Miss Hilly: friend of Miss Skeeter and Miss Leefolt who attended Ole Miss but left to get married. She was in a long term relationship with a man named Mr Johnny but he left her for a woman named Miss Celia from a country town called Sugar Ditch. Miss Hilly is the main antagonist of the novel, being that she is extremely racist against blacks and is willing to lie and play dirty in order to get what she wants.
Miss Leefolt: friend of Miss Skeeter and Miss Hilly. She too attended Ole Miss but left in order to marry and have children. She constantly wants to impress people around her and is always trying to be regarded highly in other peoples eyes. She has a daughter named Mae Mobley, but Miss Leefolt does not give her the right motherly affection her child needs, especially since Mae is chubby and not cute. Later in the novel she will have a son, whom she treats better than her daughter. Aibileen, her maid, takes care of her children.
Constantine: Miss Skeeter's maid who took care of her and her brother when they were children. Constantine helps Eugenia deal with her differences because she too is a tall woman and makes sure Skeeter feels like she is important too. Constantine is mixed and has light brown eyes and dark skin. She has a daughter that comes out very pale, and Constantine ultimately gives her up to be adopted in the north.
Mrs. Phelan: Miss Skeeter's mother who struggles with the beginning stages of cancer. She wants nothing more than for her daughter to dress nicely and find a husband to marry and take care of her. She often argues with her daughter Skeeter, but the two love each other nevertheless.
Stuart Whitworth: Miss Skeeter's love interest and the son of the senator of Mississippi. The two's relationship becomes very complicated because he still has feelings for his old girlfriend who cheated on him, and he ultimately leaves Skeeter for it. He later comes back to be with her again, but Skeeter isn't so willing to rekindle the old flame. They later get back together and he helps her deal with her mother dying of cancer, and eventually proposes. But when he realizes that he doesn't know Eugenia as well as he thought, he calls off the engagement.
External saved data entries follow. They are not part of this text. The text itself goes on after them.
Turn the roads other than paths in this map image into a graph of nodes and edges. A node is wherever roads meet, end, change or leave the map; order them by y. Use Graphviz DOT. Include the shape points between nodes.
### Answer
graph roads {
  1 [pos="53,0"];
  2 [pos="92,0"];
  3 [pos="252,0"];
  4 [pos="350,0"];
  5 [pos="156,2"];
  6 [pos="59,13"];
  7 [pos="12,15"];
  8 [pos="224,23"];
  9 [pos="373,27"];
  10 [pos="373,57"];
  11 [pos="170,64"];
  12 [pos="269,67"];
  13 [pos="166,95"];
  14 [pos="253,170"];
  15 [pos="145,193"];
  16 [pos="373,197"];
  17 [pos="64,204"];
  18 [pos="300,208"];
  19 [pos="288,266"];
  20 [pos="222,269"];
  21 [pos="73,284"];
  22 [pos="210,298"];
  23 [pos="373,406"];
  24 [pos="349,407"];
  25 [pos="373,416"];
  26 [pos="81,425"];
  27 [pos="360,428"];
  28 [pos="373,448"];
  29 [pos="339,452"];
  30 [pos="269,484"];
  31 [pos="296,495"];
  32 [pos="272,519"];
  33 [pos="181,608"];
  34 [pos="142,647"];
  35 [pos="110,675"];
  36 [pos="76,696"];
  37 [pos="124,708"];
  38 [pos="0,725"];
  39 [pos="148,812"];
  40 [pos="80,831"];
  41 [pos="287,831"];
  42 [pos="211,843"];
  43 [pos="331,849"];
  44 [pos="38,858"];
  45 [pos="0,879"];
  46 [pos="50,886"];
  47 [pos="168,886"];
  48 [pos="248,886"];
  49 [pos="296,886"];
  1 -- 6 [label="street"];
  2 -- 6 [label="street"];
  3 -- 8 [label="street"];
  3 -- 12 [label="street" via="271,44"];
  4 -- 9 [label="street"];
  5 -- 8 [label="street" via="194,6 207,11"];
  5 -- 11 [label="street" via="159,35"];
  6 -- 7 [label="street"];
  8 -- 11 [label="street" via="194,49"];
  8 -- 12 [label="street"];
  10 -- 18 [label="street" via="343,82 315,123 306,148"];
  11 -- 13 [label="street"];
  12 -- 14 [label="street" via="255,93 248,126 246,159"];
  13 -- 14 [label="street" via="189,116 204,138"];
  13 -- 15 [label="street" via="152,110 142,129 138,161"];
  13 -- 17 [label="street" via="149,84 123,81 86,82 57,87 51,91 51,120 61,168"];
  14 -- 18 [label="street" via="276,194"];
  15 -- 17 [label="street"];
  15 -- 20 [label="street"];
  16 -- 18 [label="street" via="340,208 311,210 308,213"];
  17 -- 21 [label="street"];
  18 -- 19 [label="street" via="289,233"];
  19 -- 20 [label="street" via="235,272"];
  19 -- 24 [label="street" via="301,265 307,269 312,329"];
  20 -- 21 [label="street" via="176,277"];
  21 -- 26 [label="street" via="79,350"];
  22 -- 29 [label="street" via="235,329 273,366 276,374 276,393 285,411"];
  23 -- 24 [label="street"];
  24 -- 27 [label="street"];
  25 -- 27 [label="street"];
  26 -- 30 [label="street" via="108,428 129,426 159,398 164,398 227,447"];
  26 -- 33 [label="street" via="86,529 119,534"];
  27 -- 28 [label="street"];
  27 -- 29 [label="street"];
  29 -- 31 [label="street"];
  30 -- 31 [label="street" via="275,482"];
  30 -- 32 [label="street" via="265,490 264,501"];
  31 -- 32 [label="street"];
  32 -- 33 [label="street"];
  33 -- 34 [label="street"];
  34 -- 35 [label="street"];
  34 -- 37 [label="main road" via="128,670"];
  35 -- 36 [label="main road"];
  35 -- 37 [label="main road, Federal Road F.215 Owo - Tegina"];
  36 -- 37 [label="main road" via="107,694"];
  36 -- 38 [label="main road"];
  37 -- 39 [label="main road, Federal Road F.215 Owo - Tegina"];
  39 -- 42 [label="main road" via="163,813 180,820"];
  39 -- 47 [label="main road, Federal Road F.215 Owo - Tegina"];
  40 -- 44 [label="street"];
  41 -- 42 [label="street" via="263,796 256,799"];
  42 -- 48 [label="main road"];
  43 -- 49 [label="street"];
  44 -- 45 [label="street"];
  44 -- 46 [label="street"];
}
Miss Celia: a ditzy blonde woman who is married to Mr. Johnny. She wants nothing more but to be able to provide for Johnny and get pregnant, but she has many complications. She asks for help from Minny and hires her as a maid while she is pregnant. After having her fourth miscarriage, Miss Celia becomes extremely depressed and is only able to get better with the help of Minny. Miss Hilly and all of her friends are mean to Miss Celia because she married Mr. Johnny, and it makes it very hard for Celia to make friends. By the end of the novel Miss Celia accepts that Miss Hilly is a terrible person and goes on living her life happily with Mr. Johnny.